Seminar: Quantifying the Stability of Phylogenetic Trees

Dr. Huaichun Wang
Dalhousie University

Quantifying the Stability of Phylogenetic Trees

Candidate for Faculty Position in Computer Science

Department of Computer Science
Thursday, October 30, 2014, 10:15 a.m., Room EN-2022



Contemporary phylogeneticists increasingly utilize large numbers of orthologous genes from many taxa to infer the evolutionary relationships among organisms. These phylogenomic approaches, based either on estimation from concatenated alignment of hundreds of genes as a single data set, or supertree methods applied to hundreds of individual gene trees, have the strength to drastically reduce stochastic errors associated with small datasets of single or a few genes in traditional phylogenetic studies and have led to substantial phylogenetic synthesis. But they also often result in incongruence or conflict among phylogenetic hypotheses. Therefore, assessing the robustness of an inferred phylogeny is an important element of phylogenetics. This is typically done with measures of stabilities at the internal and leaf nodes.
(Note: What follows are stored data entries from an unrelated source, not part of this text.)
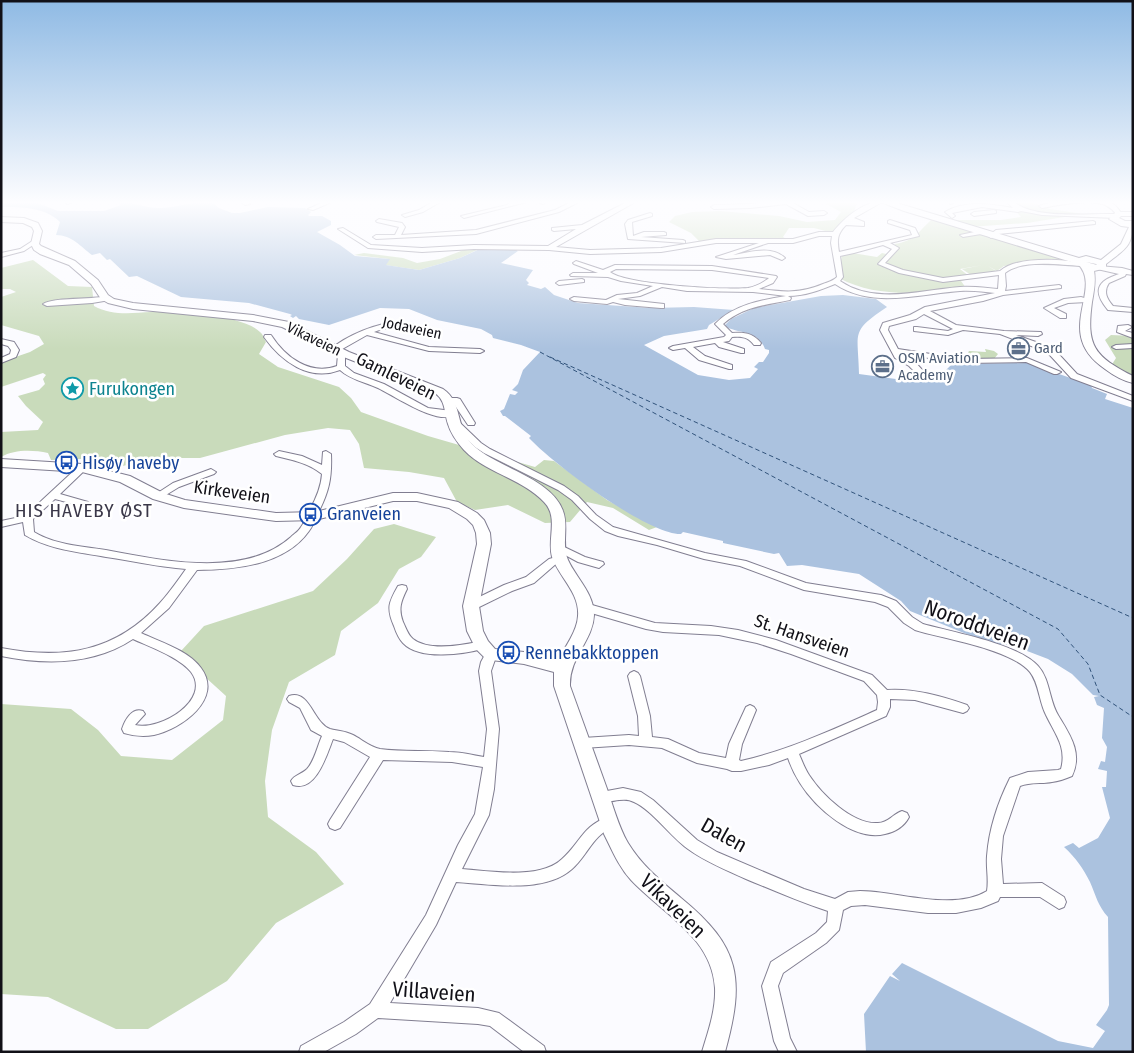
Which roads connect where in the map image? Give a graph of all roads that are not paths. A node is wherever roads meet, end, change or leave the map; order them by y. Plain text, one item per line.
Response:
1 (21, 250) edge
2 (40, 250) edge
3 (567, 250) edge
4 (655, 250) edge
5 (743, 250) edge
6 (779, 250) edge
7 (837, 250) edge
8 (859, 250) edge
9 (894, 250) edge
10 (1046, 250) edge
11 (1120, 250) joint
12 (788, 253) dead end
13 (838, 254) junction
14 (1, 255) edge
15 (782, 258) dead end
16 (1084, 262) junction
17 (576, 264) dead end
18 (1100, 266) junction
19 (1122, 271) junction
20 (1002, 273) junction
21 (1133, 273) edge
22 (607, 274) junction
23 (573, 275) dead end
24 (1091, 279) junction
25 (836, 281) junction
26 (559, 283) dead end
27 (659, 285) junction
28 (1060, 287) dead end
29 (753, 290) junction
30 (814, 290) junction
31 (1001, 292) junction
32 (107, 298) junction
33 (574, 299) dead end
34 (612, 300) junction
35 (1088, 300) junction
36 (47, 304) dead end
37 (661, 306) dead end
38 (1133, 310) edge
39 (924, 311) junction
40 (1063, 316) dead end
41 (1128, 327) dead end
42 (961, 328) junction
43 (917, 329) dead end
44 (430, 332) dead end
45 (1000, 332) junction
46 (369, 333) junction
47 (730, 334) junction
48 (1038, 334) dead end
49 (1133, 336) edge
50 (268, 337) dead end
51 (1, 340) edge
52 (717, 341) junction
53 (757, 343) dead end
54 (1133, 346) edge
55 (688, 347) junction
56 (1116, 347) dead end
57 (673, 348) dead end
58 (480, 351) dead end
59 (741, 351) dead end
60 (896, 351) junction
61 (340, 357) junction
62 (1, 361) edge
63 (729, 367) dead end
64 (1057, 372) dead end
65 (922, 374) dead end
66 (1133, 380) edge
67 (1133, 399) edge
68 (452, 412) junction
69 (471, 423) dead end
70 (280, 454) dead end
71 (326, 454) dead end
72 (1, 463) edge
73 (82, 468) junction
74 (211, 472) dead end
75 (327, 473) junction
76 (53, 495) junction
77 (158, 496) junction
78 (85, 504) dead end
79 (315, 516) junction
80 (28, 518) junction
81 (1, 524) edge
82 (559, 553) junction
83 (599, 564) dead end
84 (193, 567) junction
85 (402, 589) dead end
86 (470, 606) junction
87 (585, 607) junction
88 (134, 635) junction
89 (487, 649) junction
90 (1, 652) edge
91 (562, 668) junction
92 (634, 676) dead end
93 (885, 695) junction
94 (293, 699) dead end
95 (963, 708) dead end
96 (750, 710) dead end
97 (139, 714) dead end
98 (329, 734) junction
99 (646, 741) junction
100 (583, 744) junction
101 (791, 752) junction
102 (379, 754) junction
103 (490, 763) junction
104 (732, 766) junction
105 (298, 781) dead end
106 (601, 798) junction
107 (902, 816) dead end
108 (610, 822) junction
109 (335, 824) dead end
110 (452, 875) junction
111 (996, 889) junction
112 (1059, 902) dead end
113 (836, 906) junction
114 (376, 1010) junction
115 (307, 1052) edge
116 (538, 1052) edge
117 (713, 1052) edge
118 (789, 1052) edge

1 - 14 street
2 - 32 main road
3 - 4 street
5 - 15 street
6 - 12 street
7 - 13 street
8 - 13 street
9 - 20 street
10 - 16 main road
11 - 16 main road
11 - 18 main road
13 - 25 street
16 - 18 main road
16 - 20 street
16 - 24 main road
17 - 22 street
18 - 19 street
18 - 24 main road
19 - 21 street
19 - 38 street
20 - 31 street
22 - 23 street
22 - 26 street
22 - 27 street
22 - 29 street
24 - 35 main road
25 - 30 street
25 - 31 street
27 - 29 street
27 - 34 street
28 - 31 street
29 - 30 street
30 - 47 street
31 - 39 street
32 - 36 street
32 - 61 main road, Vikaveien
33 - 34 street
34 - 37 street
35 - 40 street
35 - 66 main road
39 - 42 street
39 - 60 street
41 - 49 street
42 - 43 street
42 - 45 street
44 - 46 street
45 - 48 street
45 - 67 street
46 - 58 street, Jodaveien
46 - 61 street
47 - 52 street
47 - 53 street
50 - 61 street
51 - 62 street
52 - 55 street
52 - 59 street
54 - 56 street
55 - 57 street
55 - 63 street
60 - 64 street
60 - 65 street
61 - 68 main road, Vikaveien
61 - 68 street, Gamleveien
68 - 69 street
68 - 82 main road, Vikaveien
68 - 111 street, Noroddveien
70 - 75 street
71 - 75 street
72 - 73 main road, Kirkeveien
73 - 76 street
73 - 77 main road, Kirkeveien
74 - 77 street
75 - 79 street
76 - 78 street
76 - 80 street
77 - 79 main road, Kirkeveien
79 - 84 street
79 - 86 main road, Kirkeveien
80 - 81 street
80 - 84 street
82 - 83 street
82 - 86 street
82 - 87 main road
84 - 88 street
85 - 89 street
86 - 89 main road, Kirkeveien
87 - 91 main road
87 - 93 street, St. Hansveien
88 - 90 street
88 - 97 street
89 - 91 main road
89 - 103 street, Villaveien
91 - 100 main road, Vikaveien
92 - 99 street
93 - 95 street
93 - 101 street
94 - 98 street
96 - 104 street
98 - 102 street
98 - 105 street
99 - 100 street
99 - 104 street
100 - 106 main road, Vikaveien
101 - 104 street
101 - 107 street
102 - 103 street
102 - 109 street
103 - 110 street, Villaveien
106 - 108 main road, Vikaveien
106 - 113 street, Dalen
108 - 110 street
108 - 117 main road, Vikaveien
110 - 114 street, Villaveien
111 - 112 street
111 - 113 street
113 - 118 street
114 - 115 street, Villaveien
114 - 116 street, Villaveien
The bootstrap support for branches in maximum likelihood estimations or posterior probabilities in Bayesian inference measure the uncertainty about a branch due to the sampling of the sites from genes or sampling genes from genomes. However, these measures do not reveal how taxon sampling affects branch support. A branch in a phylogenetic tree and its associated internal node can be viewed as a split that separates the taxa into two nonempty subsets. We propose several split-based measures of stability determined from the bootstrap support of four-taxon statements corresponding to splits. These include BPtaxon (an average bootstrap proportion [BP] for all 4-taxon statements involving a taxon), BPsplit (average BP for the 4-taxon statements associated with a split) and two split-specific measures BPtaxon_split (average BP for all 4-taxon statements involving a taxon within a split) and RBIC-taxon-split (average BP for a split after removing a taxon).

We further propose a pruned-tree distance metric: the average distance between a maximum likelihood tree with a taxon pruned and the bootstrap trees with same taxon pruned. We applied our measures to empirical and simulated data and compared the results with several existing methods for quantifying phylogenetic stabilities. Although BPsplit is highly correlated with the conventional bootstrap support score, it is found to more accurately reflect the true branch support in the presence of influential or rogue taxon groups. Moreover, we show that split-specific measures are effective in determining which taxa or groups of taxa have low or high supports for an internal node, thus providing a valuable diagnostic tool to guide taxon sampling in experimental phylogenetic design.